Немногие помнят, как начались переговоры по ядерной программе Ирана. В октябре 2003 года главы МИДов Великобритании, Франции и Германии Джек Стро, Доминик де Вильпен и Йошка Фишер приехали к иранскому президенту Мохаммаду Хатами, чтобы уговорить его выполнить требования МАГАТЭ и дать Ирану гарантии уважения его права на развитие мирного атома. Решить проблему с ходу не удалось, но диалог был запущен. А затем к переговорам подключились РФ, Китай и США, образовав «шестерку», которая после многолетних усилий в июле 2015 года согласовала положения Совместного всеобъемлющего плана действий (СВДП). Соглашение по праву считается одним из самых значительных достижений международного сообщества в сфере безопасности нашего столетия; СВДП устоял даже тогда, когда Дональд Трамп отказался выполнять его положения.
Прошло полтора десятилетия. Сегодня, после выхода США из Договора о РСМД, международная обстановка намного сложнее, чем она была в 2003 году. И угрозы европейской безопасности сейчас выше, чем в начале века. При этом двусторонний российско-американский диалог по ядерным вопросам в лучшем случае крайне затруднен, а в худшем — вообще заблокирован на несколько лет вперед. Между тем Франция и Британия по-прежнему остаются ядерными державами и постоянными членами Совбеза ООН. Да и Германия с начала 2019 года вошла в Совбез в качестве непостоянного члена. Может быть, для европейских лидеров настало время проявить в ядерной сфере ту политическую волю и воображение, которые они продемонстрировали в 2003 году?
Будущее контроля над ядерными вооружениями (если у него это будущее есть) в любом случае станет многосторонним.
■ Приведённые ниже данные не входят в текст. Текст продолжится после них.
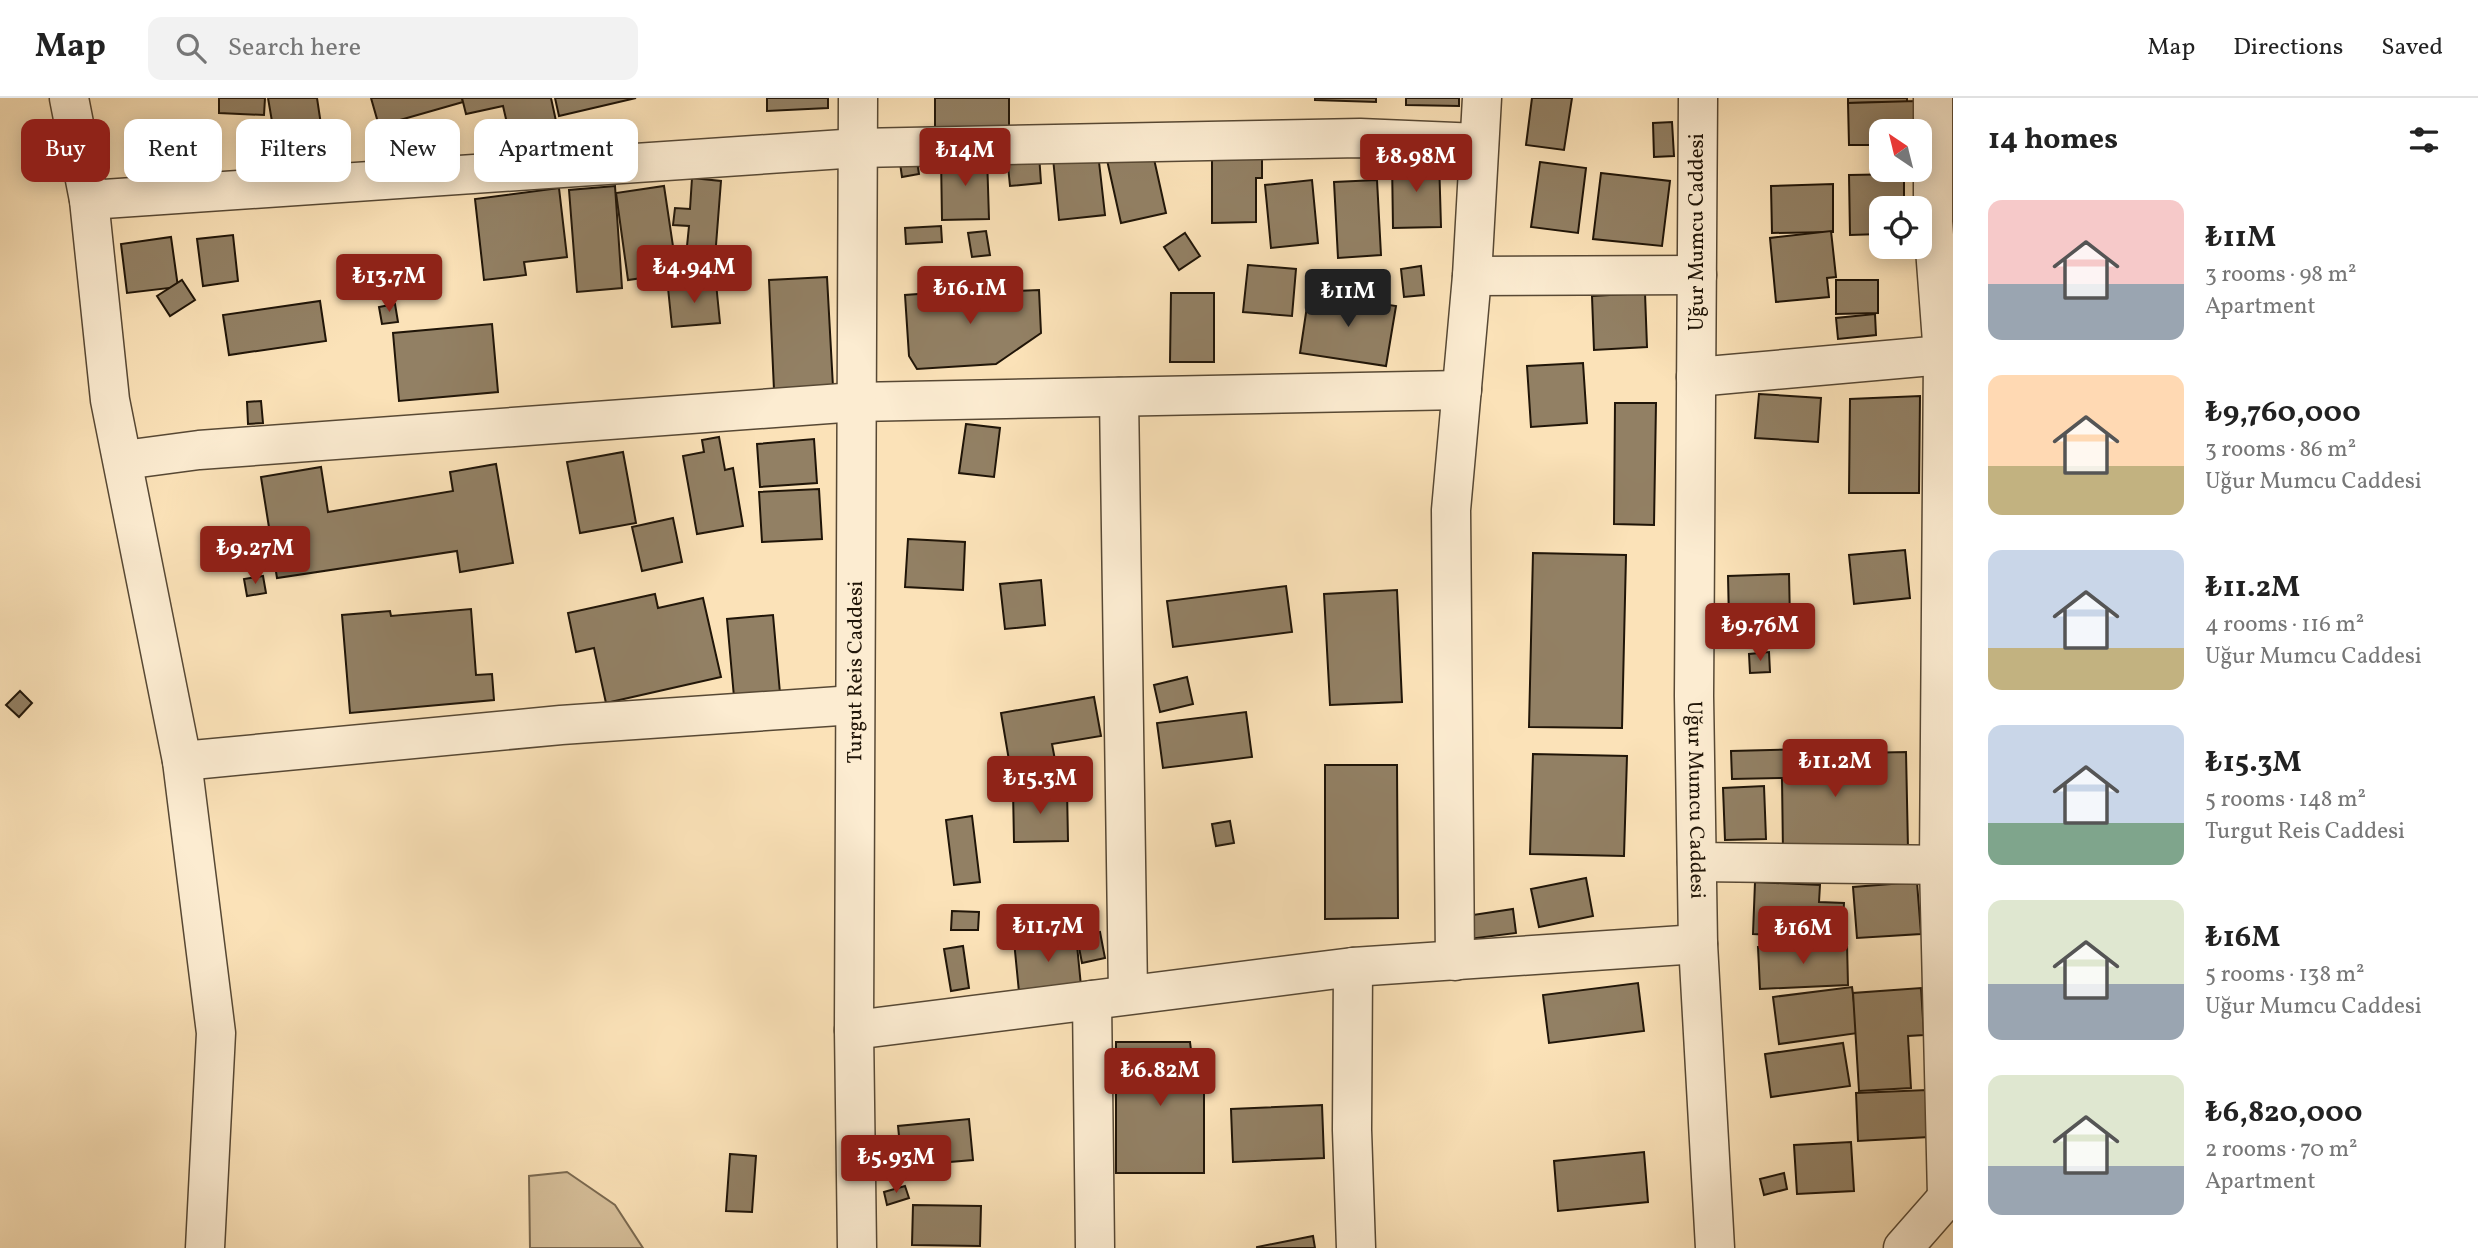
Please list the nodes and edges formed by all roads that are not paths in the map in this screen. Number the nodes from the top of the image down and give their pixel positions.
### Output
1 (69, 98) edge
2 (858, 98) edge
3 (1482, 98) edge
4 (1698, 98) edge
5 (1933, 98) edge
6 (1479, 143) junction
7 (858, 148) junction
8 (89, 200) junction
9 (1943, 222) edge
10 (1696, 275) junction
11 (1472, 276) junction
12 (1942, 355) junction
13 (1696, 377) junction
14 (1462, 390) junction
15 (1119, 397) junction
16 (856, 402) junction
17 (124, 460) junction
18 (855, 705) junction
19 (182, 761) junction
20 (1697, 862) junction
21 (1946, 864) edge
22 (1698, 944) junction
23 (1455, 961) junction
24 (1353, 967) junction
25 (1110, 997) junction
26 (854, 1031) junction
27 (1950, 1194) edge
28 (205, 1248) edge
29 (857, 1248) edge
30 (1095, 1248) edge
31 (1356, 1248) edge
32 (1715, 1248) edge
33 (1903, 1248) edge

1 - 8 street
2 - 7 street, Turgut Reis Caddesi
3 - 6 street
4 - 10 street, Uğur Mumcu Caddesi
5 - 9 street
6 - 7 street
6 - 11 street
7 - 8 street
7 - 16 street, Turgut Reis Caddesi
8 - 17 street
9 - 12 street
10 - 11 street
10 - 13 street, Uğur Mumcu Caddesi
11 - 14 street
12 - 13 street
12 - 21 street
13 - 20 street, Uğur Mumcu Caddesi
14 - 15 street
14 - 23 street
15 - 16 street
15 - 25 street
16 - 17 street
16 - 18 street, Turgut Reis Caddesi
17 - 19 street
18 - 19 street
18 - 26 street, Turgut Reis Caddesi
19 - 28 street
20 - 21 street
20 - 22 street, Uğur Mumcu Caddesi
21 - 27 street
22 - 23 street
22 - 32 street, Uğur Mumcu Caddesi
23 - 24 street
24 - 25 street
24 - 31 street
25 - 26 street
25 - 30 street
26 - 29 street, Turgut Reis Caddesi
27 - 33 street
И если две сверхдержавы не справились с той миссией, которую возложила на них история, не пора ли вступить в игру другим ядерным странам? Позиции Парижа и Лондона в этом вопросе общеизвестны: «Пусть сначала русские и американцы сократят свои арсеналы до уровней, сопоставимых с нашими, а потом уж будем обсуждать многосторонние договоренности». Тем более что и без них Франция и Британия снижают общее число ядерных боезарядов, доведя их до 300 и 215 соответственно. У РФ и США соответствующие суммарные показатели, включая тактическое ядерное оружие и боезаряды, находящиеся на складском хранении, составляют 7,2 тыс. и 7 тыс. единиц.
Но контроль над вооружениями не сводится к арифметике количественных показателей. Есть еще и алгебра — уровни боеготовности ядерных арсеналов, степень их прозрачности, механизмы укрепления доверия, диалог о военных доктринах, обмен информацией о планах модернизации, блокирование наиболее опасных направлений гонки вооружений и многое другое. Прогресс хотя бы на некоторых из этих направлений позволил бы не только смягчить негативные последствия развала Договора о РСМД, но и прочертить контуры новой модели контроля над ядерными вооружениями, постепенно и деликатно вовлекая в эту работу Китай, Индию и другие ядерные державы.
На выработку соглашения с Ираном ушло почти 12 лет. Проектирование и последующее строительство новой модели многостороннего контроля над ядерным оружием, видимо, займут еще больше времени. Однако главная задача сейчас — хотя бы подойти к кульману, держа в руках рейсфедер, а не бейсбольную биту. По многим причинам европейцам сегодня это сделать проще, чем двум привилегированным членам «ядерного клуба».